Required action -
Quote all of the entries word for word.

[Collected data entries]
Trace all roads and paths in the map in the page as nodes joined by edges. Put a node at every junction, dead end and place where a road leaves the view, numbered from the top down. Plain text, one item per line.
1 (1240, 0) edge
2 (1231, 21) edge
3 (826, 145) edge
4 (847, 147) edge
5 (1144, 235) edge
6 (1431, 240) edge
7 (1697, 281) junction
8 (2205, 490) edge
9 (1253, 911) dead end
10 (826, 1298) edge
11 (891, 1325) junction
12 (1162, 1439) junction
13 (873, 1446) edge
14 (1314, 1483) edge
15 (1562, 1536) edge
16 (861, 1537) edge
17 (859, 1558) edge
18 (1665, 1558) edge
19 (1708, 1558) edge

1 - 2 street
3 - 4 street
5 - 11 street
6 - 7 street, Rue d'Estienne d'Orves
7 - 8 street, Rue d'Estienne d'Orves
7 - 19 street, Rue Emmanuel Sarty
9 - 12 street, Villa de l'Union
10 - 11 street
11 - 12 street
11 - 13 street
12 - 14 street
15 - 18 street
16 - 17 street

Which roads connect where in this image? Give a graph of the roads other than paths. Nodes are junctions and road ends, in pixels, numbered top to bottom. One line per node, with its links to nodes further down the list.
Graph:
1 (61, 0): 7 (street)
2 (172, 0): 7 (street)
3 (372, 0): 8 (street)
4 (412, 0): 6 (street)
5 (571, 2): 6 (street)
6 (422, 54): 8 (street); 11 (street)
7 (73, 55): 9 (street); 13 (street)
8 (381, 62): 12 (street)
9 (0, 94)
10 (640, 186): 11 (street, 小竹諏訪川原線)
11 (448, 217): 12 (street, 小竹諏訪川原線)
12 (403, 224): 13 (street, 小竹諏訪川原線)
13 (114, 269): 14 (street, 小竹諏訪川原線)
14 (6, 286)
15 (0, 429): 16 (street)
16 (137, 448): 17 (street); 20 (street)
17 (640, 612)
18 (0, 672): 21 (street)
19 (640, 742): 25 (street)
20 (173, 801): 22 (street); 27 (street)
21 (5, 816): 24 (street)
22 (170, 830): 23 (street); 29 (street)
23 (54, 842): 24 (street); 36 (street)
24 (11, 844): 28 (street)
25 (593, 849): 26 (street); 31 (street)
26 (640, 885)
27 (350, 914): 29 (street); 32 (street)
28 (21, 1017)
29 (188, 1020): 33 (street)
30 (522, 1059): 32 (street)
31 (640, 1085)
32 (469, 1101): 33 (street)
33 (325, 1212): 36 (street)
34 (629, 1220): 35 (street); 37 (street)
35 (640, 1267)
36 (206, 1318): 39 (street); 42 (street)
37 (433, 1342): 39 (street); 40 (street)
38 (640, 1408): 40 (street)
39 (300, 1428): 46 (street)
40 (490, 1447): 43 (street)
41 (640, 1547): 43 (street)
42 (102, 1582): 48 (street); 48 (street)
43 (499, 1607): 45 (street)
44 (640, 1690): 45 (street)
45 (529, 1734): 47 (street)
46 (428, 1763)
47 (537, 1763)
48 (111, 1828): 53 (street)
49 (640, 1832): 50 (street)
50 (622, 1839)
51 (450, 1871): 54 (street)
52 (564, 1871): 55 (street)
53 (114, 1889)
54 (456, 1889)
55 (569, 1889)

Response below -
Trace all roads and paths in the map in the page as nodes joined by edges. Put a node at every junction, dead end and place where a road leaves the view, numbered from the top down. Plain text, one item per line.
1 (1240, 0) edge
2 (1231, 21) edge
3 (826, 145) edge
4 (847, 147) edge
5 (1144, 235) edge
6 (1431, 240) edge
7 (1697, 281) junction
8 (2205, 490) edge
9 (1253, 911) dead end
10 (826, 1298) edge
11 (891, 1325) junction
12 (1162, 1439) junction
13 (873, 1446) edge
14 (1314, 1483) edge
15 (1562, 1536) edge
16 (861, 1537) edge
17 (859, 1558) edge
18 (1665, 1558) edge
19 (1708, 1558) edge

1 - 2 street
3 - 4 street
5 - 11 street
6 - 7 street, Rue d'Estienne d'Orves
7 - 8 street, Rue d'Estienne d'Orves
7 - 19 street, Rue Emmanuel Sarty
9 - 12 street, Villa de l'Union
10 - 11 street
11 - 12 street
11 - 13 street
12 - 14 street
15 - 18 street
16 - 17 street

Which roads connect where in this image? Give a graph of the roads other than paths. Nodes are junctions and road ends, in pixels, numbered top to bottom. One line per node, with its links to nodes further down the list.
Graph:
1 (61, 0): 7 (street)
2 (172, 0): 7 (street)
3 (372, 0): 8 (street)
4 (412, 0): 6 (street)
5 (571, 2): 6 (street)
6 (422, 54): 8 (street); 11 (street)
7 (73, 55): 9 (street); 13 (street)
8 (381, 62): 12 (street)
9 (0, 94)
10 (640, 186): 11 (street, 小竹諏訪川原線)
11 (448, 217): 12 (street, 小竹諏訪川原線)
12 (403, 224): 13 (street, 小竹諏訪川原線)
13 (114, 269): 14 (street, 小竹諏訪川原線)
14 (6, 286)
15 (0, 429): 16 (street)
16 (137, 448): 17 (street); 20 (street)
17 (640, 612)
18 (0, 672): 21 (street)
19 (640, 742): 25 (street)
20 (173, 801): 22 (street); 27 (street)
21 (5, 816): 24 (street)
22 (170, 830): 23 (street); 29 (street)
23 (54, 842): 24 (street); 36 (street)
24 (11, 844): 28 (street)
25 (593, 849): 26 (street); 31 (street)
26 (640, 885)
27 (350, 914): 29 (street); 32 (street)
28 (21, 1017)
29 (188, 1020): 33 (street)
30 (522, 1059): 32 (street)
31 (640, 1085)
32 (469, 1101): 33 (street)
33 (325, 1212): 36 (street)
34 (629, 1220): 35 (street); 37 (street)
35 (640, 1267)
36 (206, 1318): 39 (street); 42 (street)
37 (433, 1342): 39 (street); 40 (street)
38 (640, 1408): 40 (street)
39 (300, 1428): 46 (street)
40 (490, 1447): 43 (street)
41 (640, 1547): 43 (street)
42 (102, 1582): 48 (street); 48 (street)
43 (499, 1607): 45 (street)
44 (640, 1690): 45 (street)
45 (529, 1734): 47 (street)
46 (428, 1763)
47 (537, 1763)
48 (111, 1828): 53 (street)
49 (640, 1832): 50 (street)
50 (622, 1839)
51 (450, 1871): 54 (street)
52 (564, 1871): 55 (street)
53 (114, 1889)
54 (456, 1889)
55 (569, 1889)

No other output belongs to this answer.